### Description of the task:
The copy you print must match the listing exactly, with its pictures removed.

******

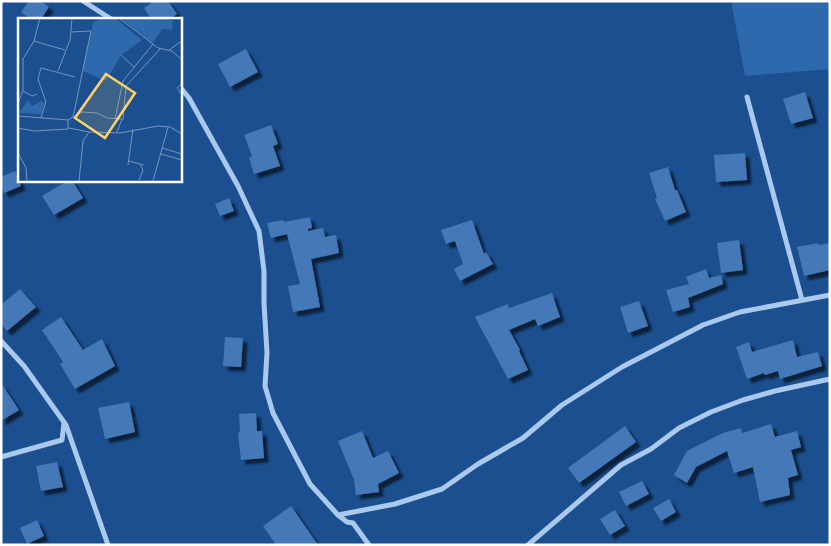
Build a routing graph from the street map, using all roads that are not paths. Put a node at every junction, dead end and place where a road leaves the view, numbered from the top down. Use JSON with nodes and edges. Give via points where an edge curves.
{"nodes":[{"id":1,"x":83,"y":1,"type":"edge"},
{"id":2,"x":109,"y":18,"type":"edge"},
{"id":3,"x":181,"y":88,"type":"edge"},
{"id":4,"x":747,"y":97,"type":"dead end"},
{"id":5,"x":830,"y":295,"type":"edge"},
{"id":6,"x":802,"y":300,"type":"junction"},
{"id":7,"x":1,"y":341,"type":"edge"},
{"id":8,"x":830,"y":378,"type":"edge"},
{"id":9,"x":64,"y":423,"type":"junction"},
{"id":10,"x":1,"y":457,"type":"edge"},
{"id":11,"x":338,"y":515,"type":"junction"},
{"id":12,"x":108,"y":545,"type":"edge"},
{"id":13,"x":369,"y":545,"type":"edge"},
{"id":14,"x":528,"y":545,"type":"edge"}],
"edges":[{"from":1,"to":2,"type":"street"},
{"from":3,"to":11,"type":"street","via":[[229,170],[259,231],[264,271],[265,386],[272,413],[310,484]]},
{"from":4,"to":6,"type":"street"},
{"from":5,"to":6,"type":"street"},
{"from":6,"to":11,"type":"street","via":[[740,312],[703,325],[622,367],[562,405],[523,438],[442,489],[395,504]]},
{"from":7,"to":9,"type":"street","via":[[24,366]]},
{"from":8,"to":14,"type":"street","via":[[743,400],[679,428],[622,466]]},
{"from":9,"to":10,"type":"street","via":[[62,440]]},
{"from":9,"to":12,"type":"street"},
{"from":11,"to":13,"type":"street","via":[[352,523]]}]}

******

### Solution to this exercise:
Build a routing graph from the street map, using all roads that are not paths. Put a node at every junction, dead end and place where a road leaves the view, numbered from the top down. Use JSON with nodes and edges. Give via points where an edge curves.
{"nodes":[{"id":1,"x":83,"y":1,"type":"edge"},
{"id":2,"x":109,"y":18,"type":"edge"},
{"id":3,"x":181,"y":88,"type":"edge"},
{"id":4,"x":747,"y":97,"type":"dead end"},
{"id":5,"x":830,"y":295,"type":"edge"},
{"id":6,"x":802,"y":300,"type":"junction"},
{"id":7,"x":1,"y":341,"type":"edge"},
{"id":8,"x":830,"y":378,"type":"edge"},
{"id":9,"x":64,"y":423,"type":"junction"},
{"id":10,"x":1,"y":457,"type":"edge"},
{"id":11,"x":338,"y":515,"type":"junction"},
{"id":12,"x":108,"y":545,"type":"edge"},
{"id":13,"x":369,"y":545,"type":"edge"},
{"id":14,"x":528,"y":545,"type":"edge"}],
"edges":[{"from":1,"to":2,"type":"street"},
{"from":3,"to":11,"type":"street","via":[[229,170],[259,231],[264,271],[265,386],[272,413],[310,484]]},
{"from":4,"to":6,"type":"street"},
{"from":5,"to":6,"type":"street"},
{"from":6,"to":11,"type":"street","via":[[740,312],[703,325],[622,367],[562,405],[523,438],[442,489],[395,504]]},
{"from":7,"to":9,"type":"street","via":[[24,366]]},
{"from":8,"to":14,"type":"street","via":[[743,400],[679,428],[622,466]]},
{"from":9,"to":10,"type":"street","via":[[62,440]]},
{"from":9,"to":12,"type":"street"},
{"from":11,"to":13,"type":"street","via":[[352,523]]}]}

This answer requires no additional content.